Images of ARSs after exposure to various US pressures on day 1. ARSs exposed to superthreshold US (i.e. > 2.2 MPa) show bubble formation on day 1, while subthreshold US (i.e. < 2.2 MPa) exposures yield no bubble formation. Scale bar: 8 mm. The generated bubbles increase in size by day 2 due to in-gassing.

Figure 5

US was used to control the release of bioactive, bFGF from an ARS (A) The percent of bFGF released as a function of acoustic pressure where “Daily” indicates US exposure on days 1–7. A delayed release experiment was also performed (i.e., “Delayed”) where US was applied on days 4–7. (B) The bioactivity of the released growth factor was determined by incubating NR-6-R fibroblasts with releasate. Cell proliferation was measured after 44 hours. Releasates obtained at 0 or 2 MPa did not contain enough bFGF to induce cell proliferation. All data is represented as mean ± standard error of the mean for n = 5 ARSs.
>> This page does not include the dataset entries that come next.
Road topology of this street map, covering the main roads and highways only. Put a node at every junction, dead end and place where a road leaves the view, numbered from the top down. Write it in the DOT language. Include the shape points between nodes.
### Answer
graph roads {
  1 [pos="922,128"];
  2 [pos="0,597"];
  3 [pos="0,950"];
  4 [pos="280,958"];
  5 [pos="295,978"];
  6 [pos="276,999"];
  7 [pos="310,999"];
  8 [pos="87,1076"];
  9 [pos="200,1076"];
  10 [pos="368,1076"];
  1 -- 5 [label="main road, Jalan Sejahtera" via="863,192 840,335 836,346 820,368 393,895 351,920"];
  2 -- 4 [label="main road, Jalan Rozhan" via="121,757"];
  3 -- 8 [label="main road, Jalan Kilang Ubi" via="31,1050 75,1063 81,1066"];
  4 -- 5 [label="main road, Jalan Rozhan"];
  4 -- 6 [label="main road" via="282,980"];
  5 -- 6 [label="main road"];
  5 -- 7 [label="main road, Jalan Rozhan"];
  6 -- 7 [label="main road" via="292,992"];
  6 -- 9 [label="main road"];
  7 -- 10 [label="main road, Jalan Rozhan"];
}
For (A), statistically significant differences (p < 0.05) are denoted as follows. α: 8 MPa (daily) vs. –US; β: 4 MPa (daily) vs. –US; χ: 8 MPa (daily) vs. 4 MPa (daily); ε: 8 MPa (daily) vs. 8 MPa (delayed); η: 4 MPa (daily) vs. 8 MPa (delayed); δ: 8 MPa (delayed) vs. –US. For (B), statistically significant differences (p < 0.05) are denoted as follows. α: vs. fibrin+bFGF on day 2, β: vs. fibrin+bFGF on day 6.

Figure 6

Longitudinal LASCA images of two mice, each with two implants. The regions of interests (ROIs) were chosen based on the physical location of the implants, and are denoted by colored circles. The left most images are visible images of the mice. For all images, the caudal direction is left. ROI diameter: 0.9 cm.

Figure 7

US increased perfusion and blood vessel growth in the bFGF-loaded ARSs (A) Quantification of LASCA images using ROIs. The greatest change in perfusion was observed on day 7, with ARS+US exhibiting greater perfusion than ARS. The differences between ARS and ARS+US were significant on days 7 and 10. All data is represented as mean ± standard error of the mean for n = 8 ARSs (days 1–7) and n = 4 ARSs (days 10 and 14). Statistically significant differences (p < 0.05) are denoted as follows. β: Fibrin vs. ARS; γ: Fibrin vs. ARS+US; η: Fibrin+bFGF vs. ARS; ε: Fibrin+bFGF vs. ARS+US; δ: ARS vs. ARS+US. (B) Blood vessels were identified using CD31 staining. On both days 7 and 14, the greatest blood vessel density was observed for ARS + US. All data is represented as mean ± standard error of the mean for n = 8 ARSs (days 1–7) and n = 4 ARSs (days 10 and 14). Statistically significant differences (p < 0.05) are denoted as follows. α: Fibrin vs. Fibrin+bFGF; β: Fibrin vs. ARS; γ: Fibrin vs. ARS+US; η: Fibrin+bFGF vs. ARS; ε: Fibrin+bFGF vs. ARS+US; δ: ARS vs. ARS+US.

Figure 8

Degradation of the subcutaneously-implanted ARSs, which contained Alexa Fluor 647-labeled fibrinogen, was longitudinally monitored using a fluorescence, in vivo imaging system. All data is represented as mean ± standard error of the mean for n = 8 ARSs (days 1–7) and n = 4 ARSs (day 14).